HashiCorp + Multi-cloud
The rising popularity of the cloud has fundamentally changed the way that IT administrators manage infrastructure and applications. We're still in the early innings of enterprise cloud adoption. The strides made in the last ten years have given admins power at their fingertips, but often at a cognitive operational cost.
Let's use GDPR constraints as an example. You're a SaaS provider based in San Francisco with customers in both the US and Europe. Naturally when you first built and shipped your product, you launched in a datacenter located in the US. But due to constraints imposed by the European Union's General Data Protection Regulation, personally identifiable information about customers based in the EU can't physically be transferred out of the region under certain circumstances. Your customers have begun to require that you also deploy your product in a data center in Europe where their information can reside.

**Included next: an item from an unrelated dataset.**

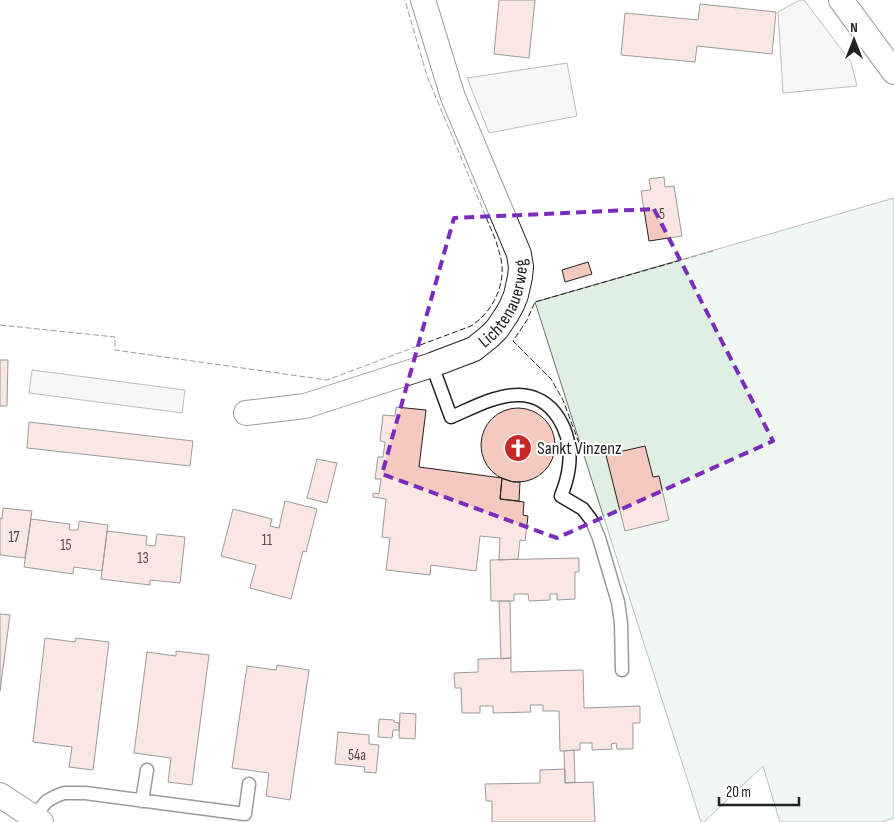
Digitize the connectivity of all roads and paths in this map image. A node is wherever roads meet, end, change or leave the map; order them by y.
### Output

Now, you can be glad that it's 2021 and you're operating in the cloud. Your cloud provider has data centers in Europe that you can take advantage of, but there are still questions around the best process to spin up new virtual infrastructure, network it all together, and deploy your applications on it.
How can you ensure that the new infrastructure is identical to the old?
How is networking affected if you decide to change instance types and require new machines?
Are there any errors in the ad-hoc scripts you wrote to create resources?
The HashiCorp Open-source Suite
HashiCorp is an infrastructure management software company founded in 2012 that builds open-source tools for the cloud-era. Its products solve exactly the kind of problem described above, allowing users to manage infrastructure with simple and repeatable processes.
The key cloud trend that created a product opportunity for HashiCorp is that the cloud has made infrastructure dynamic in nature, whereas it was previously static. Enterprises no longer provision their own resources with the intention of keeping them around on a 5+ year lifecycle, but rather virtually spin resources up and down on a daily basis.
Whether it’s deploying applications across regions (e.g. US west coast and US east coast), across cloud providers (e.g. AWS and Microsoft Azure), or in a hybrid cloud model (private and public clouds), HashiCorp’s tools provide a consistent experience for the operator. HashiCorp’s suite is composed of four core products (among a few other less prominent tools as well):
Terraform (infrastructure)
Vault (security)
Consul (networking)
Nomad (orchestration)
I will briefly touch on what each of these four products accomplishes, before giving a more macro analysis of cloud trends acting as tailwinds for the products.
Terraform — Multi-Cloud Infrastructure
You'll notice I've put a redundant "multi-cloud" in the title of each of the next four sections, next to the name of HashiCorp's four core products. HashiCorp does the same thing on its landing page, showing that a key piece of the company's product messaging is cloud agnosticism, but I'll get more into that later when talking about higher-level cloud trends.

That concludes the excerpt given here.